HOW TO COMPLETE THIS TASK: In the data below, work out how many lines include the string "roads". Only the number should be given.

EXERCISE INPUTS:
______
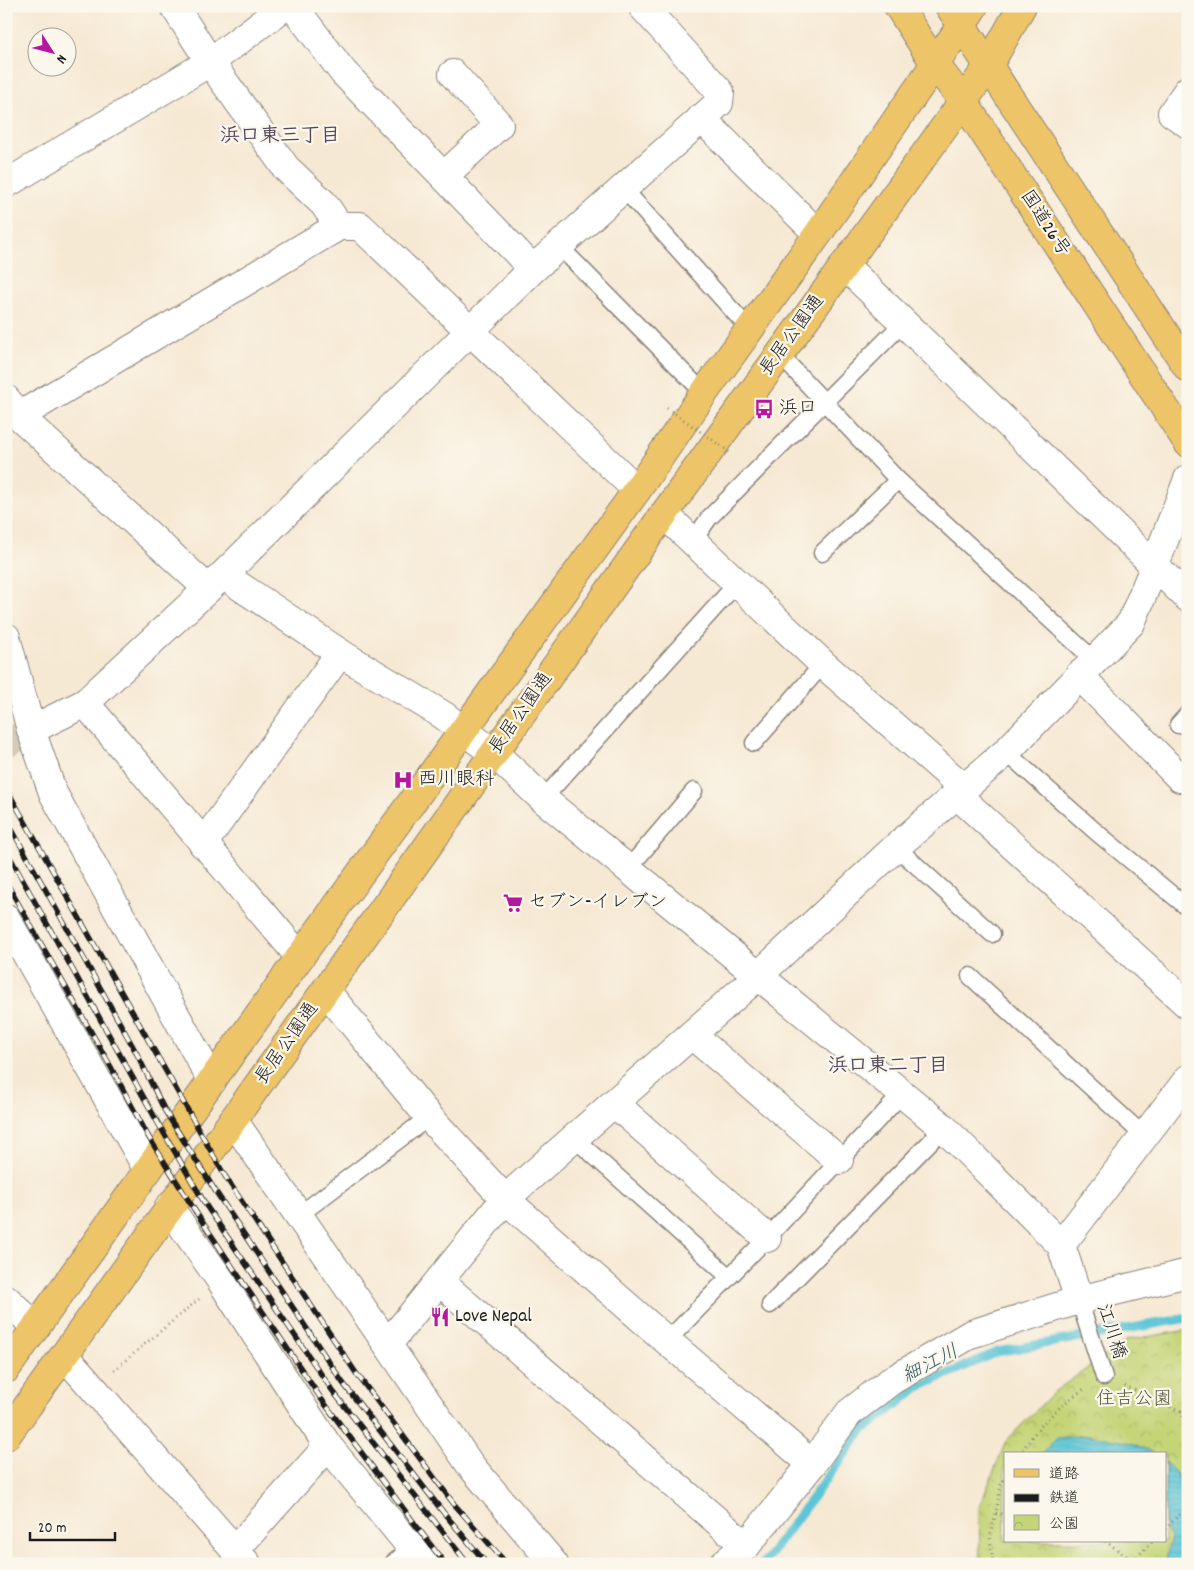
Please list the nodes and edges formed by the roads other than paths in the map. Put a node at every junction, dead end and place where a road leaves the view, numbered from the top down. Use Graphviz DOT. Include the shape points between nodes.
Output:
graph roads {
  1 [pos="174,6"];
  2 [pos="284,6"];
  3 [pos="293,6"];
  4 [pos="642,6"];
  5 [pos="898,6"];
  6 [pos="1022,6"];
  7 [pos="961,13"];
  8 [pos="210,62"];
  9 [pos="935,64"];
  10 [pos="988,67"];
  11 [pos="453,74"];
  12 [pos="1188,90"];
  13 [pos="963,101"];
  14 [pos="701,118"];
  15 [pos="1188,124"];
  16 [pos="444,176"];
  17 [pos="6,184"];
  18 [pos="623,188"];
  19 [pos="339,226"];
  20 [pos="818,234"];
  21 [pos="559,246"];
  22 [pos="844,265"];
  23 [pos="533,269"];
  24 [pos="904,322"];
  25 [pos="469,330"];
  26 [pos="750,330"];
  27 [pos="779,354"];
  28 [pos="1188,368"];
  29 [pos="704,393"];
  30 [pos="825,402"];
  31 [pos="13,408"];
  32 [pos="1188,443"];
  33 [pos="1188,479"];
  34 [pos="898,480"];
  35 [pos="638,490"];
  36 [pos="664,514"];
  37 [pos="693,541"];
  38 [pos="822,553"];
  39 [pos="1154,567"];
  40 [pos="215,581"];
  41 [pos="737,584"];
  42 [pos="1188,598"];
  43 [pos="6,637"];
  44 [pos="340,653"];
  45 [pos="824,664"];
  46 [pos="1087,668"];
  47 [pos="85,703"];
  48 [pos="31,730"];
  49 [pos="464,730"];
  50 [pos="754,743"];
  51 [pos="1006,752"];
  52 [pos="494,754"];
  53 [pos="1180,778"];
  54 [pos="694,790"];
  55 [pos="961,791"];
  56 [pos="543,799"];
  57 [pos="203,844"];
  58 [pos="896,847"];
  59 [pos="628,869"];
  60 [pos="1188,908"];
  61 [pos="6,918"];
  62 [pos="992,934"];
  63 [pos="300,957"];
  64 [pos="758,976"];
  65 [pos="970,976"];
  66 [pos="326,991"];
  67 [pos="1188,1005"];
  68 [pos="692,1035"];
  69 [pos="1188,1079"];
  70 [pos="212,1081"];
  71 [pos="902,1094"];
  72 [pos="614,1103"];
  73 [pos="428,1117"];
  74 [pos="233,1120"];
  75 [pos="944,1128"];
  76 [pos="1144,1136"];
  77 [pos="574,1138"];
  78 [pos="840,1160"];
  79 [pos="148,1170"];
  80 [pos="505,1199"];
  81 [pos="170,1208"];
  82 [pos="299,1215"];
  83 [pos="767,1238"];
  84 [pos="1061,1245"];
  85 [pos="1188,1273"];
  86 [pos="728,1276"];
  87 [pos="438,1281"];
  88 [pos="6,1299"];
  89 [pos="1079,1300"];
  90 [pos="770,1305"];
  91 [pos="36,1327"];
  92 [pos="667,1341"];
  93 [pos="388,1344"];
  94 [pos="65,1356"];
  95 [pos="6,1369"];
  96 [pos="1104,1377"];
  97 [pos="6,1436"];
  98 [pos="328,1446"];
  99 [pos="812,1464"];
  100 [pos="746,1546"];
  101 [pos="241,1557"];
  102 [pos="410,1558"];
  103 [pos="554,1564"];
  104 [pos="723,1564"];
  1 -- 8 [label="street"];
  2 -- 8 [label="street"];
  3 -- 16 [label="street" via="343,72"];
  4 -- 14 [label="street" via="720,92 719,103"];
  5 -- 9 [label="main road, 国道26号"];
  6 -- 10 [label="main road, 長居公園通"];
  7 -- 9 [label="main road, 長居公園通"];
  7 -- 10 [label="main road"];
  8 -- 17 [label="street"];
  8 -- 19 [label="street" via="286,168 324,204"];
  9 -- 13 [label="main road, 国道26号"];
  9 -- 20 [label="main road, 長居公園通"];
  10 -- 13 [label="main road, 長居公園通"];
  10 -- 28 [label="main road"];
  11 -- 16 [label="street" via="500,125"];
  12 -- 15 [label="street" via="1172,113"];
  13 -- 22 [label="main road, 長居公園通"];
  13 -- 32 [label="main road, 国道26号"];
  14 -- 18 [label="street"];
  14 -- 20 [label="street"];
  16 -- 23 [label="street"];
  18 -- 21 [label="street"];
  18 -- 26 [label="lane"];
  19 -- 25 [label="street" via="360,226"];
  19 -- 31 [label="street"];
  20 -- 26 [label="main road, 長居公園通"];
  21 -- 23 [label="street"];
  21 -- 29 [label="lane"];
  22 -- 24 [label="street"];
  22 -- 27 [label="main road, 長居公園通"];
  23 -- 25 [label="street"];
  24 -- 30 [label="lane"];
  24 -- 39 [label="street"];
  25 -- 35 [label="street"];
  25 -- 40 [label="street"];
  26 -- 29 [label="main road, 長居公園通"];
  27 -- 30 [label="lane"];
  27 -- 36 [label="main road, 長居公園通"];
  29 -- 35 [label="main road, 長居公園通"];
  30 -- 34 [label="lane"];
  30 -- 37 [label="lane" via="709,518"];
  31 -- 40 [label="street"];
  33 -- 39 [label="street"];
  34 -- 38 [label="lane"];
  34 -- 46 [label="lane"];
  35 -- 49 [label="main road, 長居公園通"];
  36 -- 37 [label="street"];
  36 -- 52 [label="main road, 長居公園通"];
  37 -- 41 [label="street"];
  39 -- 42 [label="street"];
  39 -- 46 [label="street" via="1131,623"];
  40 -- 44 [label="street"];
  40 -- 47 [label="street"];
  41 -- 45 [label="street"];
  41 -- 56 [label="lane"];
  43 -- 48 [label="street"];
  44 -- 49 [label="street"];
  44 -- 57 [label="street"];
  45 -- 50 [label="lane"];
  45 -- 55 [label="street"];
  46 -- 51 [label="street"];
  46 -- 53 [label="street"];
  47 -- 48 [label="street"];
  47 -- 57 [label="street"];
  48 -- 70 [label="street" via="53,793"];
  49 -- 52 [label="street"];
  49 -- 63 [label="main road, 長居公園通"];
  51 -- 55 [label="street"];
  51 -- 60 [label="lane" via="1095,832"];
  52 -- 56 [label="street"];
  52 -- 66 [label="main road, 長居公園通"];
  54 -- 59 [label="lane"];
  55 -- 58 [label="street"];
  55 -- 67 [label="street"];
  56 -- 59 [label="street"];
  57 -- 63 [label="street"];
  58 -- 62 [label="lane"];
  58 -- 64 [label="street"];
  59 -- 64 [label="street"];
  61 -- 79 [label="street"];
  63 -- 70 [label="main road, 長居公園通"];
  64 -- 68 [label="street"];
  64 -- 71 [label="street"];
  65 -- 76 [label="lane"];
  66 -- 73 [label="street"];
  66 -- 74 [label="main road, 長居公園通"];
  68 -- 72 [label="street"];
  68 -- 78 [label="street"];
  69 -- 76 [label="street"];
  70 -- 79 [label="main road, 長居公園通"];
  71 -- 75 [label="street"];
  71 -- 78 [label="lane"];
  72 -- 77 [label="street"];
  72 -- 83 [label="street"];
  73 -- 80 [label="street"];
  73 -- 82 [label="lane"];
  74 -- 81 [label="main road, 長居公園通"];
  74 -- 82 [label="street"];
  75 -- 84 [label="street"];
  75 -- 90 [label="lane"];
  76 -- 84 [label="street"];
  77 -- 80 [label="street"];
  77 -- 86 [label="lane"];
  78 -- 83 [label="lane"];
  79 -- 91 [label="main road, 長居公園通"];
  80 -- 87 [label="street"];
  80 -- 92 [label="street"];
  81 -- 94 [label="main road, 長居公園通"];
  81 -- 98 [label="street" via="221,1280"];
  82 -- 93 [label="street"];
  83 -- 86 [label="lane"];
  84 -- 89 [label="street"];
  85 -- 89 [label="street"];
  86 -- 92 [label="lane"];
  87 -- 93 [label="street"];
  87 -- 100 [label="street"];
  88 -- 91 [label="street"];
  89 -- 96 [label="lane, 江川橋"];
  89 -- 99 [label="street" via="971,1334 890,1380 850,1413"];
  91 -- 95 [label="main road, 長居公園通"];
  92 -- 99 [label="street"];
  93 -- 103 [label="street" via="471,1466"];
  94 -- 97 [label="main road, 長居公園通"];
  94 -- 101 [label="street"];
  98 -- 101 [label="street"];
  98 -- 102 [label="street"];
  99 -- 100 [label="street"];
  100 -- 104 [label="street"];
}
______
SOLUTION TO THE PROBLEM: 2